§ 15A‑266.4.  DNA sample required for DNA analysis upon conviction or finding of not guilty by reason of insanity.

(a) Unless a DNA sample has previously been obtained by lawful process and a record stored in the State DNA Database, and that record and sample have not been expunged pursuant to any provision of law:

(1) A person who is convicted of any of the crimes listed in subsection (b) of this section or who is found not guilty of any of these crimes by reason of insanity and committed to a mental health facility in accordance with G.S. 15A‑1321, shall provide a DNA sample upon intake to jail, prison, or the mental health facility. In addition, every person convicted of any of these crimes, but who is not sentenced to a term of confinement, shall provide a DNA sample as a condition of the sentence.

(2) A person who has been convicted and incarcerated as a result of a conviction of one or more of the crimes listed in subsection (b) of this section, or who was found not guilty of any of these crimes by reason of insanity and committed to a mental health facility in accordance with G.S. 15A‑1321, shall provide a DNA sample before parole or release from the penal system or before release from the mental health facility.

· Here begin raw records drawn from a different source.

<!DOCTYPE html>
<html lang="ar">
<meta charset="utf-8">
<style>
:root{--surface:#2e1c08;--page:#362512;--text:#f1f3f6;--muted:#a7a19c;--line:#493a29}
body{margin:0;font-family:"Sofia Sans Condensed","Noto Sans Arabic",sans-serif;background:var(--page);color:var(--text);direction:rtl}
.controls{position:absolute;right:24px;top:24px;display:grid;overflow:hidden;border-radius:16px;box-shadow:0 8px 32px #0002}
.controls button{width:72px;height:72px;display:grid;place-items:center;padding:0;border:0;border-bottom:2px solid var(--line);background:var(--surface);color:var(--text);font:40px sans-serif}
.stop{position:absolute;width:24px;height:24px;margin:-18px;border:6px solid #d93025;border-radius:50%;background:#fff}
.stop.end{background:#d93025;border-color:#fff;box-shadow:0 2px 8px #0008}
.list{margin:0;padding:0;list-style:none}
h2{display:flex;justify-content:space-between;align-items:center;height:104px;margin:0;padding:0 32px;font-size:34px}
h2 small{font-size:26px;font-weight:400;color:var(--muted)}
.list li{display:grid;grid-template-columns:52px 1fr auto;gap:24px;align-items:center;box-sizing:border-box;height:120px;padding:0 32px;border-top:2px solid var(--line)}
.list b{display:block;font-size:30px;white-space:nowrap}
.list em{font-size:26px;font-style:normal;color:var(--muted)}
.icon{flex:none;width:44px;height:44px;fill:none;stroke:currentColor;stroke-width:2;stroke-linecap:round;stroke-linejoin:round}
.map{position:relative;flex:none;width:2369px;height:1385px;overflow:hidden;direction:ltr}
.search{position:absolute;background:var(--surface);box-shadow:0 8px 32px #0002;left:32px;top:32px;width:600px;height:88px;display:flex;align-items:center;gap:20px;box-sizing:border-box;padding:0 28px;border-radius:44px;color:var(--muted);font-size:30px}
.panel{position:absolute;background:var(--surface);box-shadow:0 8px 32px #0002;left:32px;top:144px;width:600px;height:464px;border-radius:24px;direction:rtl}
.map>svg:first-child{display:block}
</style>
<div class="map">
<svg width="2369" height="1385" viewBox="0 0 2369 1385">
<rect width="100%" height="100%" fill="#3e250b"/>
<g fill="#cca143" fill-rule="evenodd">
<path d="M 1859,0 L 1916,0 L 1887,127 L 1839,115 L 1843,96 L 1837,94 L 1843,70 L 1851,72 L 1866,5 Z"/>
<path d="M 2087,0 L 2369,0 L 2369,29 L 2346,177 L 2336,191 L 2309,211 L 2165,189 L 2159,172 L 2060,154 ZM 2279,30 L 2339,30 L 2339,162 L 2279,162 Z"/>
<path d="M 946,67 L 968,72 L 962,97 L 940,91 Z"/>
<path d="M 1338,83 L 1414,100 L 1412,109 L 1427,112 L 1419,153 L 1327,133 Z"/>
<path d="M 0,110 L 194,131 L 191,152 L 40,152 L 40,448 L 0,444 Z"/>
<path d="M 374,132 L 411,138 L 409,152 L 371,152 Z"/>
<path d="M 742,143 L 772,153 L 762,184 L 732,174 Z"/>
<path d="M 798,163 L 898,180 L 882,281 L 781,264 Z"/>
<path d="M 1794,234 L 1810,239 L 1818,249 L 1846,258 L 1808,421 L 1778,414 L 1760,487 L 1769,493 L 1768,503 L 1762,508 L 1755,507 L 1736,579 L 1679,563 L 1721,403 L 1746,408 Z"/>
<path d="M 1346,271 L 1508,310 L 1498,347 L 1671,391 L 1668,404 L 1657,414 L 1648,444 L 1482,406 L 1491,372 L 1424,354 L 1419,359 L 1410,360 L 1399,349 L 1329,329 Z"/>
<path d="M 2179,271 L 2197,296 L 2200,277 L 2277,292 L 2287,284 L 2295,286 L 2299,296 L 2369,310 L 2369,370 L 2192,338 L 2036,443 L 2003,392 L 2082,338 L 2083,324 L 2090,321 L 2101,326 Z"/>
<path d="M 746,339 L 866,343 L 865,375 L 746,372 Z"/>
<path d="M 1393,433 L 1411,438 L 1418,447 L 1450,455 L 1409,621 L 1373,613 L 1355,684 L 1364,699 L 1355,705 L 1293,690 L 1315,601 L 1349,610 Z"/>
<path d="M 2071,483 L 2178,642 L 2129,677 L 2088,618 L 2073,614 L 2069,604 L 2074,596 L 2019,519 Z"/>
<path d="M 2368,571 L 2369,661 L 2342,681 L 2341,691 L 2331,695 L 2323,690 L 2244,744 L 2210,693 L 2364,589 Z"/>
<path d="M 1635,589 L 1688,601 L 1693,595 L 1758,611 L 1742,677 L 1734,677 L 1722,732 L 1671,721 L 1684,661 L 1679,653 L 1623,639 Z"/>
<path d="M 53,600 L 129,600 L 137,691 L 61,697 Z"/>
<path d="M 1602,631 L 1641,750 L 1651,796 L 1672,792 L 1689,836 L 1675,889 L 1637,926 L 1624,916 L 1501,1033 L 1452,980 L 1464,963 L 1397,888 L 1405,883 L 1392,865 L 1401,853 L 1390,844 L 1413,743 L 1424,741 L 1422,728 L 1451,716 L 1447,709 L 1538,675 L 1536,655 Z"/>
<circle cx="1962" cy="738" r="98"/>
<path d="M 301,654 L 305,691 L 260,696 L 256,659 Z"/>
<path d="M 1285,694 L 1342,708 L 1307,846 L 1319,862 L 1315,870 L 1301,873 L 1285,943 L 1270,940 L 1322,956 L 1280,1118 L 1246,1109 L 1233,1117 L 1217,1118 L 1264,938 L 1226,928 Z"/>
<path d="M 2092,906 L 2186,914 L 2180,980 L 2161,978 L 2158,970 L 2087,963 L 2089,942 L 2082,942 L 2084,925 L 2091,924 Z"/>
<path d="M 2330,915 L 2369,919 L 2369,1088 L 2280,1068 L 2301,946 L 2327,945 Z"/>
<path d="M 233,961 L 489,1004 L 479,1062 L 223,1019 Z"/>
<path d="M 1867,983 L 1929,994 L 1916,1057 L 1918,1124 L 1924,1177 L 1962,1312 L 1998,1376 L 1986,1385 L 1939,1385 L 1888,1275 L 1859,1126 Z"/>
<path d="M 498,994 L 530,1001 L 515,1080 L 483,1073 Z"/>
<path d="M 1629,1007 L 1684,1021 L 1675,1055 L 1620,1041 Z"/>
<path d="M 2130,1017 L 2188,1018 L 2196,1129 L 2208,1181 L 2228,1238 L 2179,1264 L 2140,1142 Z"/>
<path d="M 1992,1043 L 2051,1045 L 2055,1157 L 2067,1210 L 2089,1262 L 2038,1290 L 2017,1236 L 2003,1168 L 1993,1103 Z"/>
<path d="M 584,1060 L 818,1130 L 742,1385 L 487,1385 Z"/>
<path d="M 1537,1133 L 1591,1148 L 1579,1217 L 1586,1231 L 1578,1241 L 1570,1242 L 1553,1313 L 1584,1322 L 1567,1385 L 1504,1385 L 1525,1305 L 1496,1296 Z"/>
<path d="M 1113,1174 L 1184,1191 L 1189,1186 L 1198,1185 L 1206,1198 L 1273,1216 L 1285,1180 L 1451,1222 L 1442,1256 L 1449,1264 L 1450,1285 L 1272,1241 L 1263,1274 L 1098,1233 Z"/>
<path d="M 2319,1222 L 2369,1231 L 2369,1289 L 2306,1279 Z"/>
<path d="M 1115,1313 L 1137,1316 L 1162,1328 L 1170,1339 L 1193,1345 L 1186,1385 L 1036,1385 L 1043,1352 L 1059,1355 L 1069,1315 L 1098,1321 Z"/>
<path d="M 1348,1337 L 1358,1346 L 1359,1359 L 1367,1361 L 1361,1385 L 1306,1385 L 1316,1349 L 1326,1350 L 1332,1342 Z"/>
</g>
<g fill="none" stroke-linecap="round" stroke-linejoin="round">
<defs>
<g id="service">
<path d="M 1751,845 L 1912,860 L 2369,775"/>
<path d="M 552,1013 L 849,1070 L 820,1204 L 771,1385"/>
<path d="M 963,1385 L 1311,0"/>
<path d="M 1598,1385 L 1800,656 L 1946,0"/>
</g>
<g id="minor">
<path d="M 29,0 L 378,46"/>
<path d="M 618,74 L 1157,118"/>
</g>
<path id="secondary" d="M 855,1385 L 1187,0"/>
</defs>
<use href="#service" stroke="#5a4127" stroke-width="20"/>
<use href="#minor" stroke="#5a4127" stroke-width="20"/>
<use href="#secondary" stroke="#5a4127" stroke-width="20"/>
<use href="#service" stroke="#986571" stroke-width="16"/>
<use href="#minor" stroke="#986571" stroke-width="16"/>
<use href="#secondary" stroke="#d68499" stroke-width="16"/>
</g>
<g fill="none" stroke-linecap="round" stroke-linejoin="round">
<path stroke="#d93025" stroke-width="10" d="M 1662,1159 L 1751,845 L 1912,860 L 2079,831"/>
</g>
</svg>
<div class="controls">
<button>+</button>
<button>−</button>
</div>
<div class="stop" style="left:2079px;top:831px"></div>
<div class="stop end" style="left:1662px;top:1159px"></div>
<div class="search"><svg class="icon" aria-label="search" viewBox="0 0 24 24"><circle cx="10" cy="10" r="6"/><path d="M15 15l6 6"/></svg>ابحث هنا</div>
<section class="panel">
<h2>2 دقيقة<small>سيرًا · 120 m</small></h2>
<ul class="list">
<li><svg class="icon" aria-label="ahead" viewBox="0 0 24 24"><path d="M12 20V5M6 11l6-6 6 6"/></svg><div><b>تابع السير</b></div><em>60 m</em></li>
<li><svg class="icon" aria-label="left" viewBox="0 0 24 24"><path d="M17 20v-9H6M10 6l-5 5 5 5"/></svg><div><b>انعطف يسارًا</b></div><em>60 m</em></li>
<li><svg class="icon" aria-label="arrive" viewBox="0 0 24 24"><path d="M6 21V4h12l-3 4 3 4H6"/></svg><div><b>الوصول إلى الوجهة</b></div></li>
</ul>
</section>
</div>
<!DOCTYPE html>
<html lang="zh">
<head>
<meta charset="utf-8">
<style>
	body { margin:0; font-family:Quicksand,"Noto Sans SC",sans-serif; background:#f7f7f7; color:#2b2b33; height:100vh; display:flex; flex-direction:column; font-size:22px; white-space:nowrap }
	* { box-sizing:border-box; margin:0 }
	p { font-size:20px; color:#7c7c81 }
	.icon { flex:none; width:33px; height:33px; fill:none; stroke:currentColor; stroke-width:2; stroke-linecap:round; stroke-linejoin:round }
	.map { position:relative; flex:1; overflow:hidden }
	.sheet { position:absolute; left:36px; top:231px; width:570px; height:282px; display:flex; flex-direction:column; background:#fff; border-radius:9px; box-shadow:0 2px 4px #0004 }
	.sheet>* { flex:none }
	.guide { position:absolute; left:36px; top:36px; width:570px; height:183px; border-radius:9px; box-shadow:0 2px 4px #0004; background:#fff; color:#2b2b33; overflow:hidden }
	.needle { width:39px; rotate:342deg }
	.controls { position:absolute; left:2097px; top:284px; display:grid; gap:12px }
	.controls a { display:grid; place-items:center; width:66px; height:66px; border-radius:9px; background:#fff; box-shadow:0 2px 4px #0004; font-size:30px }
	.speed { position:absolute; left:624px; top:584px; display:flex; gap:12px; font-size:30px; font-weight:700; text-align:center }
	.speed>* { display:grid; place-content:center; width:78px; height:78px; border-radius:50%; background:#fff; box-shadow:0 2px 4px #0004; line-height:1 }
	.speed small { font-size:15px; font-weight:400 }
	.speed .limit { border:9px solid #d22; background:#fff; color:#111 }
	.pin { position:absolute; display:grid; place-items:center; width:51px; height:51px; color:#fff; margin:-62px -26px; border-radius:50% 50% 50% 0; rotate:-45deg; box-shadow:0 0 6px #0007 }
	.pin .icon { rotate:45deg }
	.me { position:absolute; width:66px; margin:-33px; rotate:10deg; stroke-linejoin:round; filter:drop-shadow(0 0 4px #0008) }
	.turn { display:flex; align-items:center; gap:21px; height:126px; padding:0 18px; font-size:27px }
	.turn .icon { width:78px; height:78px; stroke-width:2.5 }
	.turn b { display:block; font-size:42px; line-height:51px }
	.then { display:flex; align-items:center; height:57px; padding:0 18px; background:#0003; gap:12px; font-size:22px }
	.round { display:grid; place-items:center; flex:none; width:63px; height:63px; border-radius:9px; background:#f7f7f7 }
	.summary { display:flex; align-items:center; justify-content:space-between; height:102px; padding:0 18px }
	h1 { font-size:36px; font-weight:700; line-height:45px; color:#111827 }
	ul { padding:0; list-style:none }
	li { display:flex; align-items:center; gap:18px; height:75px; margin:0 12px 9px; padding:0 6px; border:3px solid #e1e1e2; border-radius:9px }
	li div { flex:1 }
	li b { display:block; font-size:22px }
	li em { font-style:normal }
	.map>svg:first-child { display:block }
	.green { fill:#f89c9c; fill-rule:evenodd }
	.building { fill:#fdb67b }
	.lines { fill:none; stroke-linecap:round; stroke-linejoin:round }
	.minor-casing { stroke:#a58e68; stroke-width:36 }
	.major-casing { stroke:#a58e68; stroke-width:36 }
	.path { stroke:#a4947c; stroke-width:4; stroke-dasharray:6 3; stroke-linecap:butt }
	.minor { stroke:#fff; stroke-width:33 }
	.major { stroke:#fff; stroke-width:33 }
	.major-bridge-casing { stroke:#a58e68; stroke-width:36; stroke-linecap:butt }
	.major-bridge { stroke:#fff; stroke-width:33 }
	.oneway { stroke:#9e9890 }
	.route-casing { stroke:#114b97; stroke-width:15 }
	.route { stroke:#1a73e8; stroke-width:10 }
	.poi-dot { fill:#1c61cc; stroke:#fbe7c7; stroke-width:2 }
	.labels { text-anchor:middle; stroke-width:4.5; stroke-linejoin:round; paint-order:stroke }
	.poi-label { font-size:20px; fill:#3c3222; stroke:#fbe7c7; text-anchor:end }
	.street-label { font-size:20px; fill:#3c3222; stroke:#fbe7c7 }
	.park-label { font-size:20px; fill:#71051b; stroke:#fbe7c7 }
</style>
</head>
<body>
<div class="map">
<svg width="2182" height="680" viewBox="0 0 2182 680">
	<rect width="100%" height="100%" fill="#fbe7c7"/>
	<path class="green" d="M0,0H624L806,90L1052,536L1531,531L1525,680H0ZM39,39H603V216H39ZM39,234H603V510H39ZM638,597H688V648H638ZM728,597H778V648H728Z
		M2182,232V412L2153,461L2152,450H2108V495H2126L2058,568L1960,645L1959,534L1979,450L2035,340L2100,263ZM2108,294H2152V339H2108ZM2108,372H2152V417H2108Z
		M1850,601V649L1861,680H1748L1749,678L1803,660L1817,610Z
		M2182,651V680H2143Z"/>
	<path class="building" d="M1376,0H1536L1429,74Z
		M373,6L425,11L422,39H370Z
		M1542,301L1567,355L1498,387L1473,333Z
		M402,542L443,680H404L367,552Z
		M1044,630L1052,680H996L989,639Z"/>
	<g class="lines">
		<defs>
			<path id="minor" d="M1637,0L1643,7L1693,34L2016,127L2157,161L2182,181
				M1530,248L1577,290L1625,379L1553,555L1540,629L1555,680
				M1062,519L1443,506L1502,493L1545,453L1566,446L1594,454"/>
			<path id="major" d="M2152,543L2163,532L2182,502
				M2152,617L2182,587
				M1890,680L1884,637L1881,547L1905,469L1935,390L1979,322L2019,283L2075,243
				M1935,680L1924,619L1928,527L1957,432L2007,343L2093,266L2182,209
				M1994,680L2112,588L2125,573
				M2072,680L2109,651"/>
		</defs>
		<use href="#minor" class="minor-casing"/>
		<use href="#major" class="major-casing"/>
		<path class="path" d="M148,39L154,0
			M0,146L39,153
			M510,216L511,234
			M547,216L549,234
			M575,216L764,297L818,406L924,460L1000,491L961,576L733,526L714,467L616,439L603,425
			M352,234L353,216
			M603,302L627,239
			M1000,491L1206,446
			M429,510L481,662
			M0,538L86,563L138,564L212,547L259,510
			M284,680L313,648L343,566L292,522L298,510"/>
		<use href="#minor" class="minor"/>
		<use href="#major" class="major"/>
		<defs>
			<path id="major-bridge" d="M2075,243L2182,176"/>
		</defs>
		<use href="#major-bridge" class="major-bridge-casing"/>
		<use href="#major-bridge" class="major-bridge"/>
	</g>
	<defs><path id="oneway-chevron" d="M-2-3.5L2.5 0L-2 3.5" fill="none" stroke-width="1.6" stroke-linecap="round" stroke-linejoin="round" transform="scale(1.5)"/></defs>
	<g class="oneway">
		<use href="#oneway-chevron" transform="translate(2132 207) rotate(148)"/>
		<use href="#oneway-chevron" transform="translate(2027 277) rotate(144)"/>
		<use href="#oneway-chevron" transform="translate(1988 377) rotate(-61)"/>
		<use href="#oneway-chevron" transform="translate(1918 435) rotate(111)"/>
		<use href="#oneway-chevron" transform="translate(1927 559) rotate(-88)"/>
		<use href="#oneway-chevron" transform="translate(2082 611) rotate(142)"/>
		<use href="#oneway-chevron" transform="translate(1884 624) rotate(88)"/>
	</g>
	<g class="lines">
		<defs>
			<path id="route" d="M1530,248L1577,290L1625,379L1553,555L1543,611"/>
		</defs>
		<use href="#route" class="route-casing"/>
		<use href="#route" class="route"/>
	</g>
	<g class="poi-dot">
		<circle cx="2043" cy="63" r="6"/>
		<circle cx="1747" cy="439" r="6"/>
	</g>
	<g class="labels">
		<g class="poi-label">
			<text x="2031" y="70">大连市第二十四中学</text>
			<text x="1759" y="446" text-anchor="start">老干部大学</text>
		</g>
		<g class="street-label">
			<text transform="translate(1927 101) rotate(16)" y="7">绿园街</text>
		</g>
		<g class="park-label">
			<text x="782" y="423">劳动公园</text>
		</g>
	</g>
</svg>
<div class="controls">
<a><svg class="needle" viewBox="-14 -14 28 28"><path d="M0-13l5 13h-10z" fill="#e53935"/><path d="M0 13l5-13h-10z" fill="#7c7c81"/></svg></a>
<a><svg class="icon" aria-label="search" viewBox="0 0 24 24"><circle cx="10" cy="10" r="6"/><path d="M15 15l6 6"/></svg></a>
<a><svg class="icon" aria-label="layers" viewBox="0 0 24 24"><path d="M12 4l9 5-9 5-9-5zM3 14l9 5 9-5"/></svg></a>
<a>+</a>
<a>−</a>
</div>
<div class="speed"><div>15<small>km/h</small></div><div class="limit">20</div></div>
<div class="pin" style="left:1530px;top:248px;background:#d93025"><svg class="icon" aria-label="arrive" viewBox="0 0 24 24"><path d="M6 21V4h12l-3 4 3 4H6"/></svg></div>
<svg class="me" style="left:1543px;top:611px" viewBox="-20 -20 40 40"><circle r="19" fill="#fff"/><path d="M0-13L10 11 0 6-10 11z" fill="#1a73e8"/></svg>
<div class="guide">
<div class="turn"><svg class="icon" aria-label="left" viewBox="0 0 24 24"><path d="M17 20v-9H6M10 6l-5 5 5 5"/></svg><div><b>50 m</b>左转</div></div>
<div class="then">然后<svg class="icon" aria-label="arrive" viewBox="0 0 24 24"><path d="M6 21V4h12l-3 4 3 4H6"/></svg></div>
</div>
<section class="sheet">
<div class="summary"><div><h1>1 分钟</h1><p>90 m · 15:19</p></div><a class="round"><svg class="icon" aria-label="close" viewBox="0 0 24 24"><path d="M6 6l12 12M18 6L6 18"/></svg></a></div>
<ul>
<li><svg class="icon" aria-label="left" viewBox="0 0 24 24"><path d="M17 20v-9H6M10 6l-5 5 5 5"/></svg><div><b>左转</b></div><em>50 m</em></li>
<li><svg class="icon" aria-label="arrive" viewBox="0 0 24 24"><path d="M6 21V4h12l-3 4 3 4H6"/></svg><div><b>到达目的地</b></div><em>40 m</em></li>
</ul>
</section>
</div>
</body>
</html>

(b) Crimes covered by this Article include all of the following:

(1) All felonies.

(2) G.S. 14‑32.1 – Assaults on individuals with a disability.

(2a) G.S. 14‑33(c)(2) – Assault on a female by a male person at least 18 years of age.

(2b) G.S. 14‑33(c)(3) – Assault on a child under the age of 12 years.

(3) Former G.S. 14‑277.3 – Stalking.

(4) Repealed by Session Laws 2010‑94, s. 5, effective February 1, 2011.

(5) All offenses described in G.S. 15A‑266.3A.

(6) All offenses described in G.S. 50B‑4.1. (1993, c. 401, s. 1; 2001‑487, s. 46; 2003‑376, s. 2; 2005‑130, s. 2; 2009‑58, s. 2; 2010‑94, s. 5; 2018‑47, s. 4(o); 2022‑50, s. 1(a).)